Motion Picture (1941) - Between Ourselves (March)
- article: Between Ourselves
- journal: Motion Picture (March 1941)
- issue: volume 61, issue 2, page 90
- journal ISSN:
- publisher: Fawcett Publications, Inc.
- keywords: Academy Awards, Alfred Hitchcock, Anna Neagle, Bette Davis, Brian Aherne, Cary Grant, Charles Laughton, Herbert Marshall, Ida Lupino, Ingrid Bergman, Joan Fontaine, Laraine Day, Laurence Olivier, Maureen O'Hara, Rebecca (1940), Robert Donat
The past year has brought out several fine discoveries. By the way they're progressing Bette Davis, Barbara Stanwyck, Luise Rainer, Vivien Leigh, Jean Arthur, Greer Garson, Rooney, Margaret Sullavan, Beery, Muni, Melvyn Douglas, Tracy and a half-dozen others will have to move over and let them share the bench. We are thinking of Martha Scott, William Holden, Dean Jagger, John Hubbard, Dennis Morgan, Susanna Foster, Laraine Day, Ruth Hussey, Ida Lupino, Lucille Ball, Joan Carroll, Geraldine Fitzgerald, Maureen O'Hara, James Stephenson, John Wayne, John Carradine, Rita Johnson, Ingrid Bergman (and where have you been, Ingrid — and why don't they keep you busy?), Albert Dekker, Betty Field, Joan Fontaine ("say it ain't so, Joan — that you're retiring because you never expect to equal that Rebecca performance"), and Richard Carlson.
You'll note that none of the forward-marchers above are members of the comedy-preserves. Come to think of it, the comedy well seems to be drying up. Chaplin doesn't make appearances very often ; Harold Lloyd has turned director ; others like Mack Swain and Ben Turpin have had the Final Curtain descend on them. The most likely comedy bets are Bob Hope and Jack Oakie.
There are no newsters to join the oldsters in this field. It takes years of training to polish up comedy business and time it so it clicks with effortless ease — touched off, as it were, from an inborn comedy spark.
Winners For Our Money
As we go to press it's too early to learn the Academy winner in pictures and players. But for our money we'd still be inclined to go all out for Rebecca, until we happen to think of The Letter or The Philadelphia Story or Ninotchka. And with Kitty Foyle coming up. And this white-collar girl should do more to establish Ginger Rogers than all the combined dancing roles she ever had with Fred Astaire. Ninotchka should win easily as the comedy of the year. Garbo and Melvyn Douglas were matchless in their performances.

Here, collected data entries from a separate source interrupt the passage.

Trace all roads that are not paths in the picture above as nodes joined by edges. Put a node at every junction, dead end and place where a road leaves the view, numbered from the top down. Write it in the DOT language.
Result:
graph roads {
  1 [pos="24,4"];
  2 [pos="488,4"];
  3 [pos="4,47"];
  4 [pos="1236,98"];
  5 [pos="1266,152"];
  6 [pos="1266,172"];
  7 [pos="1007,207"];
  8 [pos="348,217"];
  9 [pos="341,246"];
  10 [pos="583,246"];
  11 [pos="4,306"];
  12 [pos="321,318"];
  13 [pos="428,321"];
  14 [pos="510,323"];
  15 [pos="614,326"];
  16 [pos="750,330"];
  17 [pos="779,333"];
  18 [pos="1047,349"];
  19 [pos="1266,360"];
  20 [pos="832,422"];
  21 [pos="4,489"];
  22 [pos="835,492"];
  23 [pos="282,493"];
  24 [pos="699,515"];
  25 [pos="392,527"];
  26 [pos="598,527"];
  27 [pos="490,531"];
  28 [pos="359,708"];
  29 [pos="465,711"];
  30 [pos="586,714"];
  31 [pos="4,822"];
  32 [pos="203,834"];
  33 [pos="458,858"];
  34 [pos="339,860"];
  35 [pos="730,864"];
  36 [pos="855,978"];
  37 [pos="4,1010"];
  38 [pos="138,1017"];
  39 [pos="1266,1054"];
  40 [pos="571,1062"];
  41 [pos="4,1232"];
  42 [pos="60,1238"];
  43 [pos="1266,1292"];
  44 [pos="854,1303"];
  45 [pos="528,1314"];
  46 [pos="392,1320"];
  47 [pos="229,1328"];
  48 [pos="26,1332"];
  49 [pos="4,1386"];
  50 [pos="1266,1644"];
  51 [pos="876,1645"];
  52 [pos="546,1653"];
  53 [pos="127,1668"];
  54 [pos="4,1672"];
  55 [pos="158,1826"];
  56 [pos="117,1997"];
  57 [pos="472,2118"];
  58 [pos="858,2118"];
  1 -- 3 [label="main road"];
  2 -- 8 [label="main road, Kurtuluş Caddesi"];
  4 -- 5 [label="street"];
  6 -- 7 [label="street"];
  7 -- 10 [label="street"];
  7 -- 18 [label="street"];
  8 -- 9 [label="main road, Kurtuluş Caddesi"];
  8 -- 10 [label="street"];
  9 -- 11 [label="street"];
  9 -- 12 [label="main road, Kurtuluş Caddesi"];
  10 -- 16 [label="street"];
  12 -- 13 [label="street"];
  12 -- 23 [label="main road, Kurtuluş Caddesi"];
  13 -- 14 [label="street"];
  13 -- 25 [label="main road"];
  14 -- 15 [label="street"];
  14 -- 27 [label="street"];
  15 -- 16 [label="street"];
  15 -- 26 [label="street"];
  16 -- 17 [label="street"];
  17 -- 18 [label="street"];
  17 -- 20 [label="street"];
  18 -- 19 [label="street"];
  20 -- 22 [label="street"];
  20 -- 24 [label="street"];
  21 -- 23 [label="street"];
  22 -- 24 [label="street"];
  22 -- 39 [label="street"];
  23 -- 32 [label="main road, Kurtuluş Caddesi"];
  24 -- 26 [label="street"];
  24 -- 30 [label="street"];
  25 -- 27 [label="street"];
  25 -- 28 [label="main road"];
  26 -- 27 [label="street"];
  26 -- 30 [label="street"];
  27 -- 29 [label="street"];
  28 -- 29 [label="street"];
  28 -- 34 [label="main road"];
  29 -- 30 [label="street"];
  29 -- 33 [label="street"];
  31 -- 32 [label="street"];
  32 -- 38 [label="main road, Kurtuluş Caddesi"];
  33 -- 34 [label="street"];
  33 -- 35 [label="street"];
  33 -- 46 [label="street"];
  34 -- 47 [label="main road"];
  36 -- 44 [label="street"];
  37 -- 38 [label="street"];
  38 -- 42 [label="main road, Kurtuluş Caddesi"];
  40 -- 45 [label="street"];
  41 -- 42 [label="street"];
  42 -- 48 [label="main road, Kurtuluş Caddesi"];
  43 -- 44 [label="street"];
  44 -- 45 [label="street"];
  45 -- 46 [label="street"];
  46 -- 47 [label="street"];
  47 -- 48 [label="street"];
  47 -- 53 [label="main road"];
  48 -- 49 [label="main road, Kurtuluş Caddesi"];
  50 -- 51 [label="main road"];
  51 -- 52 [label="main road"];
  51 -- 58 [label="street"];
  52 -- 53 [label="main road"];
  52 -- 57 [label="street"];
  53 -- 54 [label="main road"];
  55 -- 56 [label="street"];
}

And if you don't think The Philadelphia Story is making a big dent in Hollywood just be reminded that the satiated sitters-in of screenings have seen it two and three and five times. It must have something, you see, to drag them out this way. One thing it does, it sparks Hepburn's comeback and establishes her as a- star who never should have left Hollywood. But if she hadn't gone to Broadway she would never have played in the original stage version.
We all agree, don't we, about Joan Fontaine's inspired portrayal of the harassed, mental-tortured wife of Max in Rebecca? As Toscanini brings forth true inspiration from his fiddlers, so Hitchcock brought out a truly inspired performance from Joan Fontaine. I don't know of a greater acting job the past year. Do you? But Hepburn is right up there, too. Likewise, the ever-present Bette Davis. She's like Seabiscuit — always winning or in the money. Everyone could string along with Davis — and not go wrong. Margaret Sullavan, with the screen's best speaking voice, is always in there fighting. Some day she'll win. Spencer Tracy got jammed up on the back-stretch on the past year's entries, was crowded enough so he had to run wide. But given a good horse (I mean plot) he can breeze through without once laying the whip.
Vivien Leigh won the award last year with her Scarlett O'Hara in GWTW. She'll probably never get as big a role again. But in getting this one, she knew what to do with it. One thing is certain, Americans can breathe more easily — with less competition from the Britishers this time. Robert Donat, who has been ill, hasn't been acting to any extent. And Vivien will soon be leaving for England — with Olivier — for the duration. In taking themselves out of the running it'll be more of an open field for Americans. Yet we must always consider the Britons who reside here. They will always remain dark horses, meaning Greer Garson, Herbert Marshall, Rathbone, Chaplin, Anna Neagle, James Stephenson, Brian Aherne, Colman, Laughton, Cary Grant — and, yes, Ida Lupino — who seems destined to carry away the Oscar some fine day, judging from her histrionic growth the past year. "There Will Always Be An England" — so sings Britain. "There Will Always Be English Stars," says Hollywood, "to steal the Oscars from us."